Segment Start: Provided records

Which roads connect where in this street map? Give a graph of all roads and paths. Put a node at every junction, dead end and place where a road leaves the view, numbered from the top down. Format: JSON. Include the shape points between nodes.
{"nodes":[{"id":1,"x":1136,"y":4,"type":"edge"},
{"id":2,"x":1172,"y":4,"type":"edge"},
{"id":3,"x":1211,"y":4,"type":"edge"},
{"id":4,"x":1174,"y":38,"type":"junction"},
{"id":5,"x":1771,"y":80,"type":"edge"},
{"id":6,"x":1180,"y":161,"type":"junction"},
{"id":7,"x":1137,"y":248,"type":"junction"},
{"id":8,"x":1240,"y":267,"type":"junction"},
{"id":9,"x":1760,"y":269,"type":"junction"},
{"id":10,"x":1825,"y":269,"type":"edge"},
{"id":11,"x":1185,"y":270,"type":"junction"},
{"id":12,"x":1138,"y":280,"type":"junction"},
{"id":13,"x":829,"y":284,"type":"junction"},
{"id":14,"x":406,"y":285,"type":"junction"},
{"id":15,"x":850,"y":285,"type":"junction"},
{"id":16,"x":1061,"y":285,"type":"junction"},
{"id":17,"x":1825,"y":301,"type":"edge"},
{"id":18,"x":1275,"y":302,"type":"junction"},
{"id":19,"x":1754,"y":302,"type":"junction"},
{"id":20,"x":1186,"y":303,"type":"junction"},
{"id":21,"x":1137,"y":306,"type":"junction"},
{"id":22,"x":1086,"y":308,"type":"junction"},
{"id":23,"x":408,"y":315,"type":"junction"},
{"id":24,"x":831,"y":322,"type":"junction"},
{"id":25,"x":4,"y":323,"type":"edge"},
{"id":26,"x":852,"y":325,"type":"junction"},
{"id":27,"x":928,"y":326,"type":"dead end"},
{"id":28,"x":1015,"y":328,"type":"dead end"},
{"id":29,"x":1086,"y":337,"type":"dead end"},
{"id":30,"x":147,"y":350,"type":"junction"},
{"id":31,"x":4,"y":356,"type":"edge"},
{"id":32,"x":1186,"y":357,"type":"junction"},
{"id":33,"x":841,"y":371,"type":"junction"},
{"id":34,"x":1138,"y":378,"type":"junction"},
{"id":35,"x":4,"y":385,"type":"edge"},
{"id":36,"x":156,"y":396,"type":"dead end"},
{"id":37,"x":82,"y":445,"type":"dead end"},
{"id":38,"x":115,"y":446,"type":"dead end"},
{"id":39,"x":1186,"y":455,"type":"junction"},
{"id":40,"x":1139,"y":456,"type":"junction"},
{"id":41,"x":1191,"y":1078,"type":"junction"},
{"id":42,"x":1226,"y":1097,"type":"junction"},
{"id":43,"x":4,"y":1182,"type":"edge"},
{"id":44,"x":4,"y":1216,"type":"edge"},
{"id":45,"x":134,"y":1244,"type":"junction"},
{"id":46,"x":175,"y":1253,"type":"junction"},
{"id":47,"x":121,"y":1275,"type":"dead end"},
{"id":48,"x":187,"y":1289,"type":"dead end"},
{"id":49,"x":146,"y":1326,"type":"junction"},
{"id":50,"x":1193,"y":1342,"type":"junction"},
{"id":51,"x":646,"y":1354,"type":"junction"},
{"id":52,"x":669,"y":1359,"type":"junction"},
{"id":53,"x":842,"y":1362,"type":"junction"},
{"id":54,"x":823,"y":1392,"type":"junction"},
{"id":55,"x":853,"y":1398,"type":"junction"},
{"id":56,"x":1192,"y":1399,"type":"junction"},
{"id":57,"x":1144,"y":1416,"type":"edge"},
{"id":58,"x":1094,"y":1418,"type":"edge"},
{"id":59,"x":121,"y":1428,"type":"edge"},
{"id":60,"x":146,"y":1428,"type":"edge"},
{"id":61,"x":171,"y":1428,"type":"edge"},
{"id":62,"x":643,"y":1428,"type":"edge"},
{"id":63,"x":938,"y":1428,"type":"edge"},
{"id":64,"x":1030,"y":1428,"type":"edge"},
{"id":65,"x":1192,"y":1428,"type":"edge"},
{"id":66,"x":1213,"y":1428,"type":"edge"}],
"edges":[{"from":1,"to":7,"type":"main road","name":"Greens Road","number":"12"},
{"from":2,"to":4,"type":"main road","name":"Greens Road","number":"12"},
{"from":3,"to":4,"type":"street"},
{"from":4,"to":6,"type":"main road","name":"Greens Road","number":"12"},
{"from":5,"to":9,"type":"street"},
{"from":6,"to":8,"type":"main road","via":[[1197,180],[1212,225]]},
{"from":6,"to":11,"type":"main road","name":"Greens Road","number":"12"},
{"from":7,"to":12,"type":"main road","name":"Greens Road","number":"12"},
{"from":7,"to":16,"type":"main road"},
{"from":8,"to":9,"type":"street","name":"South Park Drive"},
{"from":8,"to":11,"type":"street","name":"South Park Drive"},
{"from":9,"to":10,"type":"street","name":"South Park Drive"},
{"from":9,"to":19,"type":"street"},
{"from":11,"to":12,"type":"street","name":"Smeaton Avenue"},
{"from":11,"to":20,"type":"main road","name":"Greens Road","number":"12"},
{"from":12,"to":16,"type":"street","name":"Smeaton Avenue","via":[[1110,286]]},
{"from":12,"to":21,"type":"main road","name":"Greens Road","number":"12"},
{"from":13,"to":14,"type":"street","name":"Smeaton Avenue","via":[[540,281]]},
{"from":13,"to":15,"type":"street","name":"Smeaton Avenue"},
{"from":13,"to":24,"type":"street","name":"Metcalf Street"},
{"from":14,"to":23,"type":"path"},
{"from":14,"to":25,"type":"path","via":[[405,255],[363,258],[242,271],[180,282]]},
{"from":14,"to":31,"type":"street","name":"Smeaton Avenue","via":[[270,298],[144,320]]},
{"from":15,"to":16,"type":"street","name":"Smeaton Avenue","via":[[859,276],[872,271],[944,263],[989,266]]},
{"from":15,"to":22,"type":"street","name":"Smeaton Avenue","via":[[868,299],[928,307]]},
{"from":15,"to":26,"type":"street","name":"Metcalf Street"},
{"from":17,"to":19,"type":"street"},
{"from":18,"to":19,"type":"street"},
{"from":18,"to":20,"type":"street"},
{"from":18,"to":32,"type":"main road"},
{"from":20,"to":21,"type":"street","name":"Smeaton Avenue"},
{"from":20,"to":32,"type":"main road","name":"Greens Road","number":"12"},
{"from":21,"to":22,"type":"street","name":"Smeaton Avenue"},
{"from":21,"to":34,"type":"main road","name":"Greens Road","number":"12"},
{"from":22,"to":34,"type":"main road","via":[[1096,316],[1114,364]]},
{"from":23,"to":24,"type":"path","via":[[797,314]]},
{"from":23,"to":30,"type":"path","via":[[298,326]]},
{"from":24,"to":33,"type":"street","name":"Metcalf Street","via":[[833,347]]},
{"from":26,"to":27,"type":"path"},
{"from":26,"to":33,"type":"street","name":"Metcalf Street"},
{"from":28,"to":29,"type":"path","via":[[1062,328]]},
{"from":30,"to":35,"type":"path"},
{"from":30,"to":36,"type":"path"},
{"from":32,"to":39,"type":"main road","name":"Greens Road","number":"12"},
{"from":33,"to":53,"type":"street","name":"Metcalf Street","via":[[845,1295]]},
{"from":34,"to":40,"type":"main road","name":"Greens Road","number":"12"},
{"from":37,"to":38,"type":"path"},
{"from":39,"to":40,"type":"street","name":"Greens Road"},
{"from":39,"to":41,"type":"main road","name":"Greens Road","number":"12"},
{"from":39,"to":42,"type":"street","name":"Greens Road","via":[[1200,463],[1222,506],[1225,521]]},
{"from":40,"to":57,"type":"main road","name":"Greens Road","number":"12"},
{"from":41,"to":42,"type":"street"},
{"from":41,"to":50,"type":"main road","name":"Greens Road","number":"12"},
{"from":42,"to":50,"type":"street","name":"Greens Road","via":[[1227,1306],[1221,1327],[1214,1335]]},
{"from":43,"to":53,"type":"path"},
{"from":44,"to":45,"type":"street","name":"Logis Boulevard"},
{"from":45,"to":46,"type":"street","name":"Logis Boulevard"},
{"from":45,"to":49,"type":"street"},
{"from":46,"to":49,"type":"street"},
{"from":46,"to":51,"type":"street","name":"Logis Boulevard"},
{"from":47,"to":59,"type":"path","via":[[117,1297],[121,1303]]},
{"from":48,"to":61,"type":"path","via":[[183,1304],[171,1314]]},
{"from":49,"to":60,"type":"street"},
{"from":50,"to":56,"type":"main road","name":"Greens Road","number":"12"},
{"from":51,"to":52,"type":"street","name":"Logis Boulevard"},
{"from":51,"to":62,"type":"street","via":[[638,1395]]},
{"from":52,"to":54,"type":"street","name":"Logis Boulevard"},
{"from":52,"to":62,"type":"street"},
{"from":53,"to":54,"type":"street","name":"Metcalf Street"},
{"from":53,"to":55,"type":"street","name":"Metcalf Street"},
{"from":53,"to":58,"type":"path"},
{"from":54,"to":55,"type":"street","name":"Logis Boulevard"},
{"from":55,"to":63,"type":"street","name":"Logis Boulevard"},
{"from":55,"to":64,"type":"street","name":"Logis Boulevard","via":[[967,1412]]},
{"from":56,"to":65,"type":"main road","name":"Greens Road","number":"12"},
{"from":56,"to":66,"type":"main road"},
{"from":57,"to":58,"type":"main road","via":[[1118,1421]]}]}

Segment End: Provided records

Reproduce every line in the data that has the word "Drive" in it.

■ **Answer to this exercise**:
{"from":8,"to":9,"type":"street","name":"South Park Drive"},
{"from":8,"to":11,"type":"street","name":"South Park Drive"},
{"from":9,"to":10,"type":"street","name":"South Park Drive"},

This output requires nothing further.